El incumplimiento de la normativa puede acarrear graves sanciones económicas por parte de la Agencia Española de Protección de Datos, órgano competente para imponer las sanciones.
Las sanciones de la Agencia Española de Protección de Datos, oscilan entre los 900 y los 600.000 euros, dependiendo de si se trata de una sanción leve, grave o muy grave. Debe tenerse en cuenta además, que las sanción, aunque haya sido por negligencia del trabajador, siempre es contra la empresa. Otra cosa es, que si la empresa puede demostrar que la culpa es debida a una negligencia cometida por el trabajador, ésta pueda reclamarle el importe pagado por la sanción al trabajador, pero en cualquier caso, la Agencia Española de Protección de Datos siempre reclamará a la empresa por ser esta la responsable del fichero.
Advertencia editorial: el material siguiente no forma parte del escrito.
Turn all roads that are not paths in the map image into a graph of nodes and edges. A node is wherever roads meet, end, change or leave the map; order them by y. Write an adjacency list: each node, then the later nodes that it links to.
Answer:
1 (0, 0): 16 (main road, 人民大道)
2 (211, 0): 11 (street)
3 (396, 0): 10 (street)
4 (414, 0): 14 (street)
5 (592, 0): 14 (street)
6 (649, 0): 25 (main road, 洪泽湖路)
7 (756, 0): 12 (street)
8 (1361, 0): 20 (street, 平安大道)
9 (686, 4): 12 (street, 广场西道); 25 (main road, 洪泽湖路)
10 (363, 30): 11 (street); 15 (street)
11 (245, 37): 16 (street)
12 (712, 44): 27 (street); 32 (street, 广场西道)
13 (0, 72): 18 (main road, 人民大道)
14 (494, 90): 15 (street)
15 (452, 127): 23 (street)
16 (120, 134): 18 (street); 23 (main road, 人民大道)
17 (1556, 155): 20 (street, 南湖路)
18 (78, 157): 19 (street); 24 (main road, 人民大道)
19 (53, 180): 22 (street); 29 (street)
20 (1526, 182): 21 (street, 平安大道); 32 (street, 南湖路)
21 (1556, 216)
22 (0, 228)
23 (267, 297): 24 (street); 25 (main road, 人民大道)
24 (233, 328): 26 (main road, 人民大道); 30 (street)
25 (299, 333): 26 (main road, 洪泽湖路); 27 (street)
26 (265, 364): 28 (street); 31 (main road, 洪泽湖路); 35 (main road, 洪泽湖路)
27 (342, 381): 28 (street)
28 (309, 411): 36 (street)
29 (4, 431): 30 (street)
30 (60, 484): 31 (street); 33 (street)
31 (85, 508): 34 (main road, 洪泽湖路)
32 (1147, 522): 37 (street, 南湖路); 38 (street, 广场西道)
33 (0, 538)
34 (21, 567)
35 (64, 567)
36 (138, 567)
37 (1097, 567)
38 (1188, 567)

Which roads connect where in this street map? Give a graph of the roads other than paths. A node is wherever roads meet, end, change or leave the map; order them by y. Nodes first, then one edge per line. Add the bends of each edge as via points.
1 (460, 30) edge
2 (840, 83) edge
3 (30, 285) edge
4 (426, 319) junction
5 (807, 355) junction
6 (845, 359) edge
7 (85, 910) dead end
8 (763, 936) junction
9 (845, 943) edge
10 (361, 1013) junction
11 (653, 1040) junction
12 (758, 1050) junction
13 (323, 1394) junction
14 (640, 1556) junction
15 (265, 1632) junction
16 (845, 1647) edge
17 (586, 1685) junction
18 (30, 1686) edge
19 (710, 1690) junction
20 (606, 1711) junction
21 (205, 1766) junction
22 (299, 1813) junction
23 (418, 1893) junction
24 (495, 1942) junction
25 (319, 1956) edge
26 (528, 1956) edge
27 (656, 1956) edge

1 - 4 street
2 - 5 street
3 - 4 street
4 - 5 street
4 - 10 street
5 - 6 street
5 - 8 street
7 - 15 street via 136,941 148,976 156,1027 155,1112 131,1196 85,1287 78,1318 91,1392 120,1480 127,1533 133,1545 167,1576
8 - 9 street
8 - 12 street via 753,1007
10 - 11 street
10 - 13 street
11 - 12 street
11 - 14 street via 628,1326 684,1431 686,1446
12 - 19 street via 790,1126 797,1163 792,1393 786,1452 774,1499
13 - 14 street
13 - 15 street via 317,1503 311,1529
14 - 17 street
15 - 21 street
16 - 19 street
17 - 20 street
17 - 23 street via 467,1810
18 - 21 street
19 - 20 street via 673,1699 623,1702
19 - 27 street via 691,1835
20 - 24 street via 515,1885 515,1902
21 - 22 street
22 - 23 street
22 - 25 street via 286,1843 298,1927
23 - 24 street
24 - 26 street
En España, actualmente, disponemos de una de las leyes de protección de datos más restrictivas de Europa, hasta tal punto, que las sanciones en España son de las más elevadas. Por otro lado, se está a la espera de que se apruebe un Reglamento Europeo de Protección de Datos único para todos los estados miembros de la Unión Europea, pero por el momento tardará en aprobarse.